Records for this exercise.
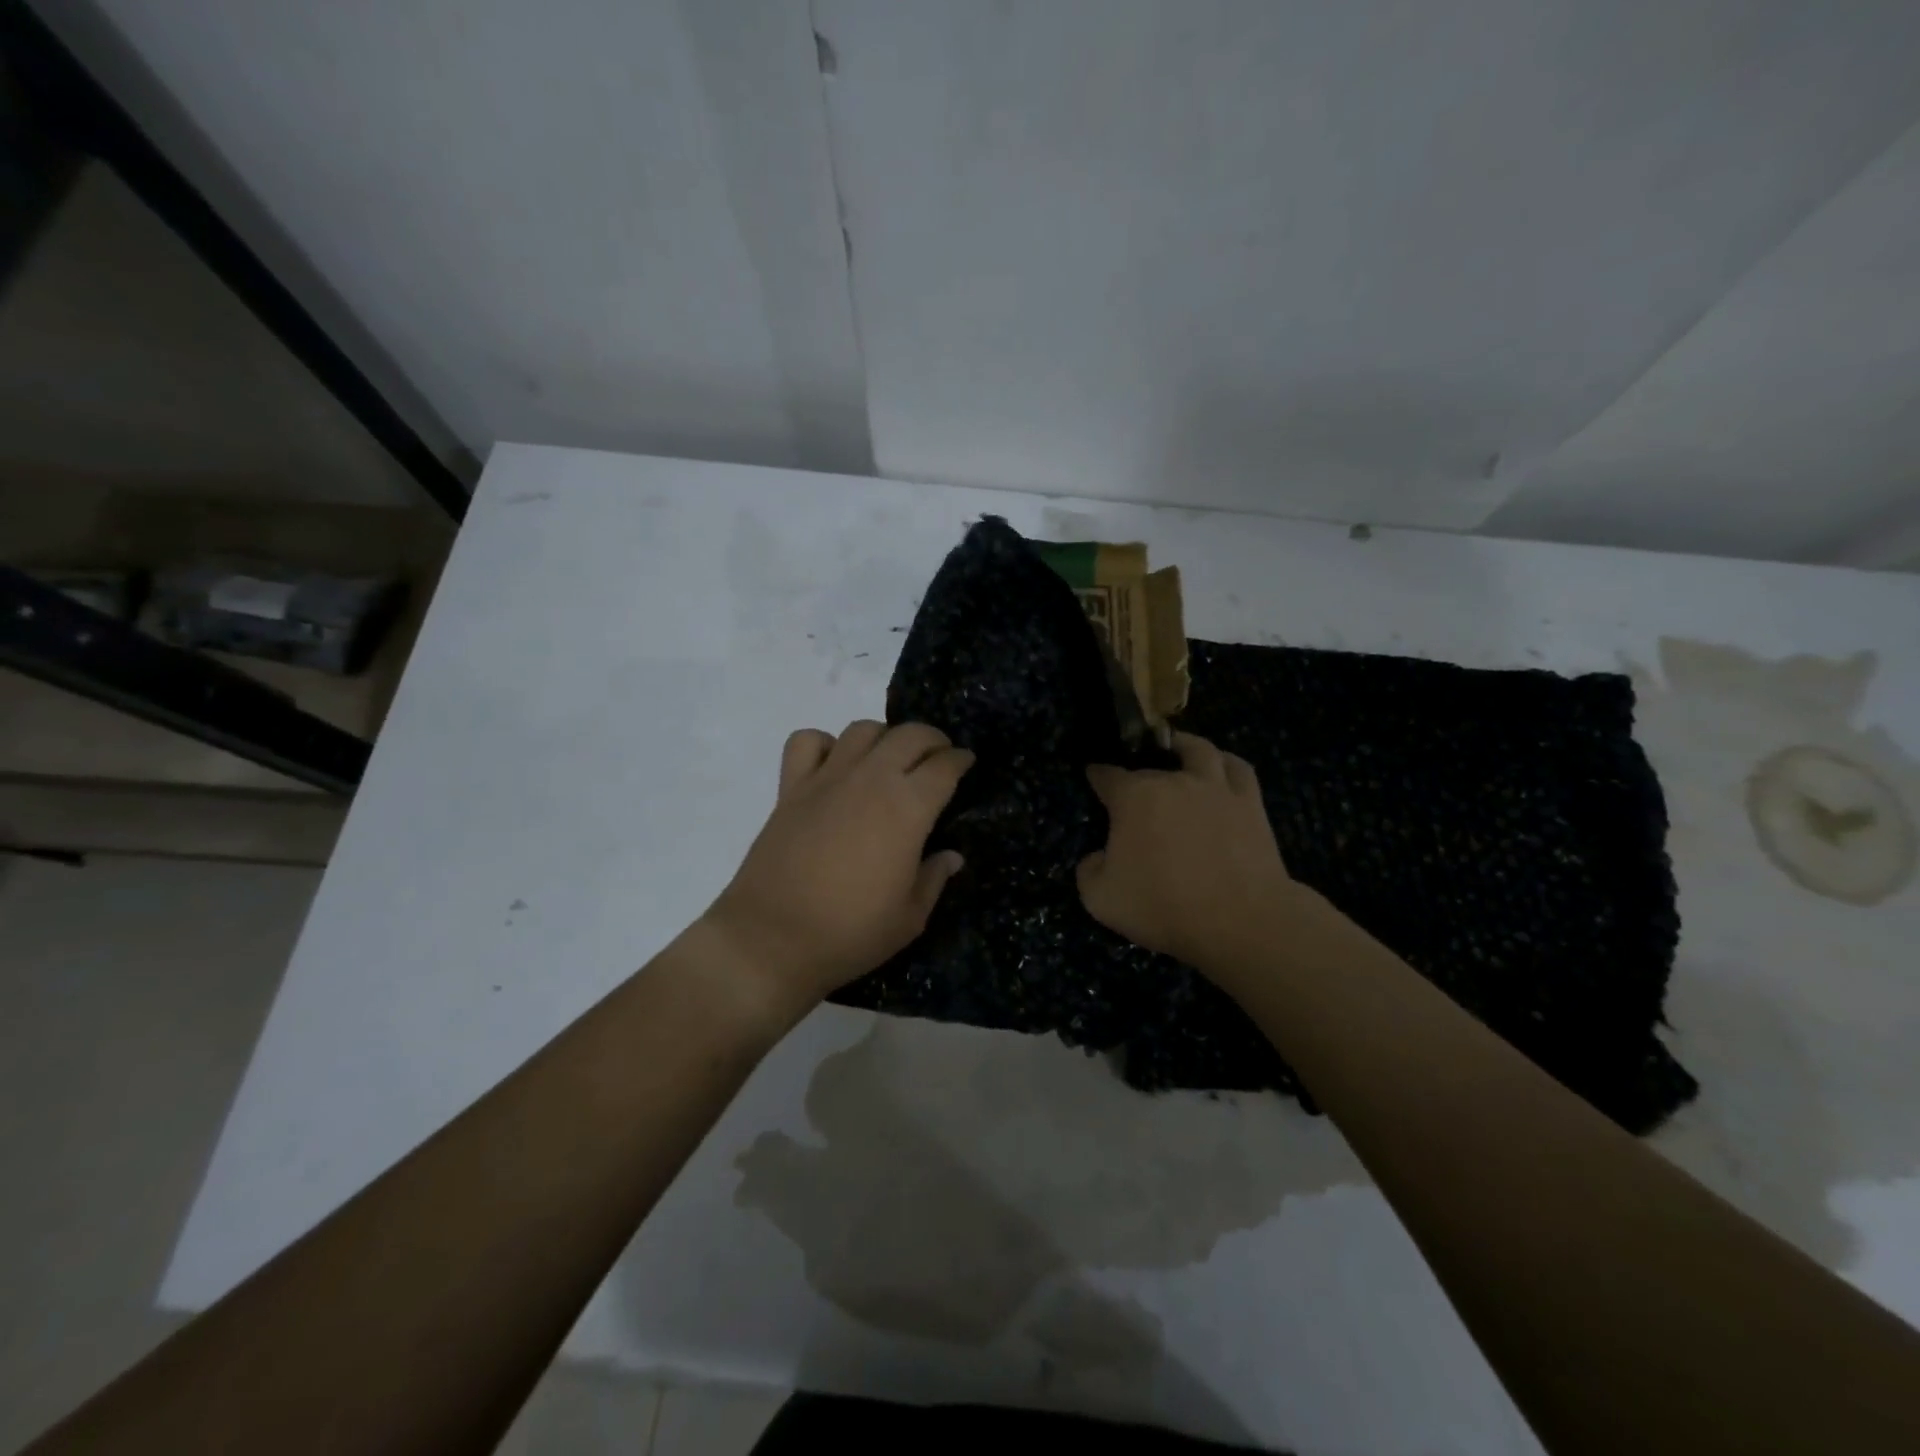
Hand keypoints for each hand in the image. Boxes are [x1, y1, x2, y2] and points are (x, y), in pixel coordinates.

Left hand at [703, 720, 973, 1013]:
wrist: (771, 940)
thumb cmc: (850, 933)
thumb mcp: (909, 918)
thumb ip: (934, 878)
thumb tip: (951, 856)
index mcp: (908, 808)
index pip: (944, 766)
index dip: (961, 760)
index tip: (967, 763)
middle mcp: (870, 780)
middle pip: (909, 735)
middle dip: (932, 739)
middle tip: (938, 757)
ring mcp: (827, 779)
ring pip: (862, 730)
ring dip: (884, 737)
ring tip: (889, 759)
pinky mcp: (790, 788)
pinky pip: (807, 742)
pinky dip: (824, 744)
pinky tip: (834, 766)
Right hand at [1078, 731, 1298, 971]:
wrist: (1239, 922)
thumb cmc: (1164, 907)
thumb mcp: (1101, 899)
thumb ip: (1088, 871)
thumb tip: (1097, 857)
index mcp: (1133, 797)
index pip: (1107, 775)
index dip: (1097, 775)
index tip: (1093, 777)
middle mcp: (1173, 780)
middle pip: (1150, 766)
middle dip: (1137, 774)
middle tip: (1133, 792)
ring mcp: (1215, 787)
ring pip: (1198, 750)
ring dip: (1184, 747)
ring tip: (1178, 749)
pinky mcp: (1250, 803)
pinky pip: (1238, 768)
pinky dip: (1225, 763)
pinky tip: (1221, 768)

Task objective. Give back the entries verbatim. Do not include any picture.

Response to the exercise.
Hand keypoints for each hand in the image. Boxes are [x1, y1, x2, y2] and points are (x, y), in pixel coordinates.

Left hand at [703, 720, 973, 1013]:
wrist: (771, 940)
thumb cmc: (850, 933)
thumb mcp: (909, 918)
thumb ip: (934, 878)
thumb tip: (951, 856)
index mcp: (908, 808)
index pip: (944, 766)
index dip: (961, 760)
index tip: (967, 763)
middle mcp: (870, 780)
middle pip: (909, 735)
middle dip: (932, 739)
middle tip: (938, 757)
ring mcp: (827, 779)
ring pip: (862, 730)
ring dip: (884, 737)
ring tip: (889, 759)
pinky mcp: (790, 788)
pinky pip: (807, 742)
pinky dip: (824, 744)
pinky tip: (834, 766)
Right hand at [1078, 731, 1298, 971]:
wrist: (1239, 922)
thumb cmc: (1164, 907)
thumb mcp: (1101, 899)
thumb ip: (1088, 871)
thumb tip: (1097, 857)
index mcp: (1133, 797)
index pip: (1107, 775)
index dip: (1097, 775)
index tip: (1093, 777)
middle mcp: (1173, 780)
middle pip: (1150, 766)
middle dip: (1137, 774)
middle tip: (1133, 792)
ring mcp: (1215, 787)
ring pip: (1198, 750)
ring dip: (1184, 747)
ring tip: (1178, 749)
pinky mcp: (1250, 803)
pinky pip: (1238, 768)
pinky dip: (1225, 763)
pinky tip: (1221, 768)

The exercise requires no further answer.